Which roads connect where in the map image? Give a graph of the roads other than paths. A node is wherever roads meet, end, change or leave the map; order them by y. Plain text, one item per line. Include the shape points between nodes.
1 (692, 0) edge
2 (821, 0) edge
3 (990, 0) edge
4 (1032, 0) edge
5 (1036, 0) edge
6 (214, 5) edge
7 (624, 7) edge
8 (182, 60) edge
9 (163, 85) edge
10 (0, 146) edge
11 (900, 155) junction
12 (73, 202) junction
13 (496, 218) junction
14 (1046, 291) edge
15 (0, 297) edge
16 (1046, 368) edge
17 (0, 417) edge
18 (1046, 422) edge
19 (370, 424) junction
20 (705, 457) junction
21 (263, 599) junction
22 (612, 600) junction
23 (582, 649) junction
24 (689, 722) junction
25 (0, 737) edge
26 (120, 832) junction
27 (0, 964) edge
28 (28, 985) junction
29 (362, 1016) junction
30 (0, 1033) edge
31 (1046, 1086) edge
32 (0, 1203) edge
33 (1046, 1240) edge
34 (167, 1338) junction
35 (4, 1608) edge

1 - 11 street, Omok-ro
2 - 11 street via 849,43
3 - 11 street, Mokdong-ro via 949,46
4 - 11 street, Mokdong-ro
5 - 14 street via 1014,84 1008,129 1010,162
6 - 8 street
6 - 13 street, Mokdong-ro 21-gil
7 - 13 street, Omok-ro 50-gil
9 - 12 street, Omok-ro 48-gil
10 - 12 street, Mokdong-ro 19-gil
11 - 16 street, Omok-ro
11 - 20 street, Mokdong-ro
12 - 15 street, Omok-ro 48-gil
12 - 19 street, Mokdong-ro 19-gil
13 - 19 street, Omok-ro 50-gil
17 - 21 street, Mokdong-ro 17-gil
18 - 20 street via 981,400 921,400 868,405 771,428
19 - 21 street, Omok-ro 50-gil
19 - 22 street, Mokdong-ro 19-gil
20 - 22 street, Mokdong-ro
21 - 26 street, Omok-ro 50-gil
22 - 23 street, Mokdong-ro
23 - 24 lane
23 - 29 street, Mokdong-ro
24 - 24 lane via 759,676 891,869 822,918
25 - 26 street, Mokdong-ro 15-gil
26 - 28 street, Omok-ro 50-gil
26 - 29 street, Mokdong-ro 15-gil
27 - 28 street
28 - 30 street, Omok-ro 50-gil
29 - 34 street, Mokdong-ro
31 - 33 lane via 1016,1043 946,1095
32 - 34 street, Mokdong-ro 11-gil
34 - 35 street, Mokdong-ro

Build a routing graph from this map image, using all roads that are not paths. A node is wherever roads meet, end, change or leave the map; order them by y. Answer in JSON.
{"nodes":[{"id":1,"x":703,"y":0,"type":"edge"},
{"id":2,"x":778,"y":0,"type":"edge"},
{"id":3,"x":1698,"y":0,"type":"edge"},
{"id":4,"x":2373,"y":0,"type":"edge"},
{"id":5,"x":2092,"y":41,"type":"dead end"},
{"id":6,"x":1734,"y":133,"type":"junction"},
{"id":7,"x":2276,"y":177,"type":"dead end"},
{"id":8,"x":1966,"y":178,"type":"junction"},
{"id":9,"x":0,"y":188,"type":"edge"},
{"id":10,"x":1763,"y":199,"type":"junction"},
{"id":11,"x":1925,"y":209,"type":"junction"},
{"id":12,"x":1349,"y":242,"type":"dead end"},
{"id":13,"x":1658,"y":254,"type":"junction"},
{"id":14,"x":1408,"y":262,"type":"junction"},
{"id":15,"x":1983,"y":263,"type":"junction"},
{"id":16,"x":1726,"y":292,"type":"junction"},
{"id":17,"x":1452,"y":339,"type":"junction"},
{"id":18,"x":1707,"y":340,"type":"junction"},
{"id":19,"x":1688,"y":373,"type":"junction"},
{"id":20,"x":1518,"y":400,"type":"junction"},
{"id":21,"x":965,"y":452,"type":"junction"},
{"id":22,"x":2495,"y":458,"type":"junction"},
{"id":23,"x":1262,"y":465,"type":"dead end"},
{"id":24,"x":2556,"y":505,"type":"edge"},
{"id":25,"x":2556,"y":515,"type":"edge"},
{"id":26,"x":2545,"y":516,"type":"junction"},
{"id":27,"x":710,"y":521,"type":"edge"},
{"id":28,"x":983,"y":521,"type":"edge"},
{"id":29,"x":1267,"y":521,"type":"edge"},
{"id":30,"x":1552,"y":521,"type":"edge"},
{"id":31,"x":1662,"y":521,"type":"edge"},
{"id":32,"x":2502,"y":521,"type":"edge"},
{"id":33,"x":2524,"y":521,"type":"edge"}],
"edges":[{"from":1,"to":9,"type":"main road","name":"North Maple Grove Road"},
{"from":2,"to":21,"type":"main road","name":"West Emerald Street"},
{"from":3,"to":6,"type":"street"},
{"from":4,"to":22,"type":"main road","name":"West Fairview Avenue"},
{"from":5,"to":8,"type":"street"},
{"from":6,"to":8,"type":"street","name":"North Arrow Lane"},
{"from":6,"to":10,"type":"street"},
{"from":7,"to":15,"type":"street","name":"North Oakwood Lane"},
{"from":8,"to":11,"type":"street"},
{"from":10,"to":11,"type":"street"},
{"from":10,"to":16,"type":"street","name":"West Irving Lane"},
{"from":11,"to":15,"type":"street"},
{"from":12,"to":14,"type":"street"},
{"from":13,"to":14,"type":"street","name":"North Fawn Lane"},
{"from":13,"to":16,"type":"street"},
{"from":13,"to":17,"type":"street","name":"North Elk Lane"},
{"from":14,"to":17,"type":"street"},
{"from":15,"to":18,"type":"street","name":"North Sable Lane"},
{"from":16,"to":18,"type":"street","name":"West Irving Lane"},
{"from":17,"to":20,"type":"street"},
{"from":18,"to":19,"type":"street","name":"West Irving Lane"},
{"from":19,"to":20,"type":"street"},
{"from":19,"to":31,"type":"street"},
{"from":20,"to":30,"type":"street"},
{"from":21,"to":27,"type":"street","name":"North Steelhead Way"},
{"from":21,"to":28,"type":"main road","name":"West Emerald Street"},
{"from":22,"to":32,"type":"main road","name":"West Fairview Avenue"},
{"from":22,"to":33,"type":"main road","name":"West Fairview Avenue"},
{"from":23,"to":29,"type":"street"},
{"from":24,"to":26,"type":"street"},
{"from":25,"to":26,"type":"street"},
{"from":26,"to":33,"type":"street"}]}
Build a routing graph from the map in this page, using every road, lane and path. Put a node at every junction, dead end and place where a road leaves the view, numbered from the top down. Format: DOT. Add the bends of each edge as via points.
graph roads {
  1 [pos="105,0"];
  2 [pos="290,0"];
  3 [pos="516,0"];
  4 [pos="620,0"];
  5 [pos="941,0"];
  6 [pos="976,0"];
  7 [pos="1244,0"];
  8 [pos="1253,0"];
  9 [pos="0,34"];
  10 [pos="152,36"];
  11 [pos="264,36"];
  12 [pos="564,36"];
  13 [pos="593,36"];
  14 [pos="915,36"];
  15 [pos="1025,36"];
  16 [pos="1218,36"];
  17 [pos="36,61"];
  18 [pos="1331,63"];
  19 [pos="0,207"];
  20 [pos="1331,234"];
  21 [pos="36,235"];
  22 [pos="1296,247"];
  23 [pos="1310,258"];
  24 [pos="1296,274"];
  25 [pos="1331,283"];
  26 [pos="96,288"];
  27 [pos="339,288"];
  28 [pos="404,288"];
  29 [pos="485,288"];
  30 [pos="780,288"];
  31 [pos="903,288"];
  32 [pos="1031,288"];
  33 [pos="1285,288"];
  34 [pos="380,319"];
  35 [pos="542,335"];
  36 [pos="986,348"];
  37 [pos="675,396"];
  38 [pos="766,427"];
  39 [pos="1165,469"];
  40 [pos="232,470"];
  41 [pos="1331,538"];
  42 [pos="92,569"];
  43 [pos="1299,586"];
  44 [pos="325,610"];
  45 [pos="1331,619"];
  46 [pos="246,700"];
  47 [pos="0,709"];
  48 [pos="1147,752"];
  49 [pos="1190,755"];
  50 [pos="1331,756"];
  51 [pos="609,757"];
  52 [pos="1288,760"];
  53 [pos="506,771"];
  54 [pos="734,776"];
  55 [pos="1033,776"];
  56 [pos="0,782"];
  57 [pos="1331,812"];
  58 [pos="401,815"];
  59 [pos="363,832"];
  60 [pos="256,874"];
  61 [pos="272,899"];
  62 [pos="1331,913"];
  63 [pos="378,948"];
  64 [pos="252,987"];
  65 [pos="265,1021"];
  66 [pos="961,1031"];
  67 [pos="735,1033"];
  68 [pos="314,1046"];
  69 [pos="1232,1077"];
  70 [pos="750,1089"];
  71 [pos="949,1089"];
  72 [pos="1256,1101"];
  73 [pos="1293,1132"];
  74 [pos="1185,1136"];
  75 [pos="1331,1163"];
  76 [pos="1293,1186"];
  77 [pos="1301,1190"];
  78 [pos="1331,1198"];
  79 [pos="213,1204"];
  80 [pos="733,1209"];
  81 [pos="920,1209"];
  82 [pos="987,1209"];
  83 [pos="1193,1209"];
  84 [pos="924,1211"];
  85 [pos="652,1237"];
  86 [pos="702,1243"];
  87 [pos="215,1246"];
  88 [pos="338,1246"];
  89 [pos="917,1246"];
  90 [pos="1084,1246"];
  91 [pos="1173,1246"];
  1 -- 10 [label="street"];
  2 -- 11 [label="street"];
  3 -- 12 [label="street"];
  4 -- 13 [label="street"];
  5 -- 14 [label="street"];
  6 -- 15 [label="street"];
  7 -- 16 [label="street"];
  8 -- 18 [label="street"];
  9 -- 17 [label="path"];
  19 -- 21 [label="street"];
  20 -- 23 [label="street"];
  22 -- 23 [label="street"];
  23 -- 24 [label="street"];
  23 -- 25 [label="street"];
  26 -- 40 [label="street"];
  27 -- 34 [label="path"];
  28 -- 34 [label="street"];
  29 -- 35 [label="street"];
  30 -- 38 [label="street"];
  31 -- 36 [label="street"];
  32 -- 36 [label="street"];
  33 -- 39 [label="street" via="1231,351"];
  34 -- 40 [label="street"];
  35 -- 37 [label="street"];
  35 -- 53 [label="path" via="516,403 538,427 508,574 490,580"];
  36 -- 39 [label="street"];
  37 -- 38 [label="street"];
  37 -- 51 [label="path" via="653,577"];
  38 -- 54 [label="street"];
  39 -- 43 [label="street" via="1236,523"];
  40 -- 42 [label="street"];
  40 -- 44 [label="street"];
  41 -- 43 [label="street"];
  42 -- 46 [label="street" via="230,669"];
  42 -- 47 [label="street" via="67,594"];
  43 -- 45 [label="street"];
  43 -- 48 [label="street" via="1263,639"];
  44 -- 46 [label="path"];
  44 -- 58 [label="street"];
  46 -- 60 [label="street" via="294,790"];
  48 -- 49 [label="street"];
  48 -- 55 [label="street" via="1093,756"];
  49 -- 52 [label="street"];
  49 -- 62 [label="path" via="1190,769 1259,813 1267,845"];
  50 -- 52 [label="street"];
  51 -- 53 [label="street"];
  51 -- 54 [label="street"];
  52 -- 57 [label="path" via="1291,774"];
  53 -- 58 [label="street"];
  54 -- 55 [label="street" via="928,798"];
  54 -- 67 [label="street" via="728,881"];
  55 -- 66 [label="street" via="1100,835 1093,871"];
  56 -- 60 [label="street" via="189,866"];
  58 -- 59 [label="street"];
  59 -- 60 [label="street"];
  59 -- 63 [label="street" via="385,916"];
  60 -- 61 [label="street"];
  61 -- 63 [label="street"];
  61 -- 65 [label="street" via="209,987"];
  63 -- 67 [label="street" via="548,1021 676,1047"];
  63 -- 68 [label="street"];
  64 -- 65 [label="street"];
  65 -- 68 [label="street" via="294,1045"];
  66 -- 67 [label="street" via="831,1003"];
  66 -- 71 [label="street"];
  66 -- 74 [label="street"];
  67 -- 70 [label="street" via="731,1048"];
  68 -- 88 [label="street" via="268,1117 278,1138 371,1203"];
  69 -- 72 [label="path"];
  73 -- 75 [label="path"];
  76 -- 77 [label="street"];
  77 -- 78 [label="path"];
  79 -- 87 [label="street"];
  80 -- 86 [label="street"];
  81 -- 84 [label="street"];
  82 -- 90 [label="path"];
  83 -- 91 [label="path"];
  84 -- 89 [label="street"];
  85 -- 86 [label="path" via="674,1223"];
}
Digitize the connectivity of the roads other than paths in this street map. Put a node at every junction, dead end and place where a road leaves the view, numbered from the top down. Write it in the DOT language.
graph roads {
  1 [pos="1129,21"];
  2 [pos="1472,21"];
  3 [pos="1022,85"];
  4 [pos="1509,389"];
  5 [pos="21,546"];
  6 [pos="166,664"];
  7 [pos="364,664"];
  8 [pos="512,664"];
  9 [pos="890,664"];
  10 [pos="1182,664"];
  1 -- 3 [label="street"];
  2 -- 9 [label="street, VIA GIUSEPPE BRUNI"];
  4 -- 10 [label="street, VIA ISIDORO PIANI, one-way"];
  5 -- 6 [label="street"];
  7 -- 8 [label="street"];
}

______

§ **Exercise description**: Looking at the data above, how many lines hold the word "other"? Respond with the number alone.

§ **Output for this exercise**: 2